■ EXERCISE
Print out the records that follow, exactly and completely.

■ ENTRIES SHOWN
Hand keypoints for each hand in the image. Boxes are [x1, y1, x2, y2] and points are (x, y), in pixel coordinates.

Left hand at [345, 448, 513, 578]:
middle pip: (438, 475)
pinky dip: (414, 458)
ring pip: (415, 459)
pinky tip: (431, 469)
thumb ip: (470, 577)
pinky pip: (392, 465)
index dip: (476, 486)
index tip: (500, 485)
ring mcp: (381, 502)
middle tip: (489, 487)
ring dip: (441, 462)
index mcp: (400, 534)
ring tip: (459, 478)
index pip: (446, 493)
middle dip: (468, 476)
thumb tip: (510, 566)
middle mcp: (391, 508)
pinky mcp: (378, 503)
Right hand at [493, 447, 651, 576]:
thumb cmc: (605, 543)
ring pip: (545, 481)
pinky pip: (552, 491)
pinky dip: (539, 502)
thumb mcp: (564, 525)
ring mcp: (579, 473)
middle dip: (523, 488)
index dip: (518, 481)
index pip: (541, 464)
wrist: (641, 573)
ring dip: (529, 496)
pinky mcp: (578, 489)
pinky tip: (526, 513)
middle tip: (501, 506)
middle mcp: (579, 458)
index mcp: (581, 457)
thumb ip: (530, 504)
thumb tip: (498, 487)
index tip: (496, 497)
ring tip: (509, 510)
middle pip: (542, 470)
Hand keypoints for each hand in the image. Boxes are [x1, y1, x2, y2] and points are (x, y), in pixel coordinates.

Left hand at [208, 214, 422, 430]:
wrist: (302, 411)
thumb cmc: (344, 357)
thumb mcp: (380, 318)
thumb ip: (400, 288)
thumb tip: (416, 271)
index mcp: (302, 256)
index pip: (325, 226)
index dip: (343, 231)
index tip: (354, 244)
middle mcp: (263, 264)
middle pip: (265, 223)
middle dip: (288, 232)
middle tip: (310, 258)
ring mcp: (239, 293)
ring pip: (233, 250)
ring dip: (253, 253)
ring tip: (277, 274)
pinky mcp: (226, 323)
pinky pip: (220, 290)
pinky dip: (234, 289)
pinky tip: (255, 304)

■ TASK OUTPUT
Hand keypoints for each hand in the image. Boxes are [x1, y1, x2, y2] and points are (x, y), in pixel coordinates.

Left hand at [345, 448, 513, 578]:
middle pip: (438, 475)
pinky dip: (414, 458)
ring pip: (415, 459)
pinky tip: (431, 469)
thumb ip: (470, 577)
pinky pip: (392, 465)
index dip: (476, 486)
index tip: (500, 485)
ring mcp: (381, 502)
middle tip: (489, 487)
ring dip: (441, 462)
index mcp: (400, 534)
ring tip: (459, 478)
index pip: (446, 493)
middle dip: (468, 476)
thumb tip: (510, 566)
middle mcp: (391, 508)
pinky mcp: (378, 503)
Right hand at [493, 447, 651, 576]:
thumb cmc: (605, 543)
ring pip: (545, 481)
pinky pip: (552, 491)
pinky dip: (539, 502)
thumb mcp: (564, 525)
ring mcp: (579, 473)
middle dip: (523, 488)
index dip: (518, 481)
index pip: (541, 464)
wrist: (641, 573)
ring dip: (529, 496)
pinky mcp: (578, 489)
pinky tip: (526, 513)
middle tip: (501, 506)
middle mcp: (579, 458)
index mcp: (581, 457)
thumb ip: (530, 504)
thumb tip: (498, 487)
index tip: (496, 497)
ring tip: (509, 510)
middle pip: (542, 470)
Hand keypoints for each hand in the image. Boxes are [x1, y1, x2, y2] and points are (x, y), in pixel coordinates.

Left hand at [208, 214, 422, 430]:
wrist: (302, 411)
thumb cmc: (344, 357)
thumb mcp: (380, 318)
thumb ip: (400, 288)
thumb tip: (416, 271)
index mcp: (302, 256)
index pip: (325, 226)
index dip: (343, 231)
index tip: (354, 244)
middle mcp: (263, 264)
middle pip: (265, 223)
middle dip: (288, 232)
middle tip: (310, 258)
ring mcp: (239, 293)
ring pip: (233, 250)
ring dip: (253, 253)
ring tip: (277, 274)
pinky mcp: (226, 323)
pinky pip: (220, 290)
pinky dip: (234, 289)
pinky tip: (255, 304)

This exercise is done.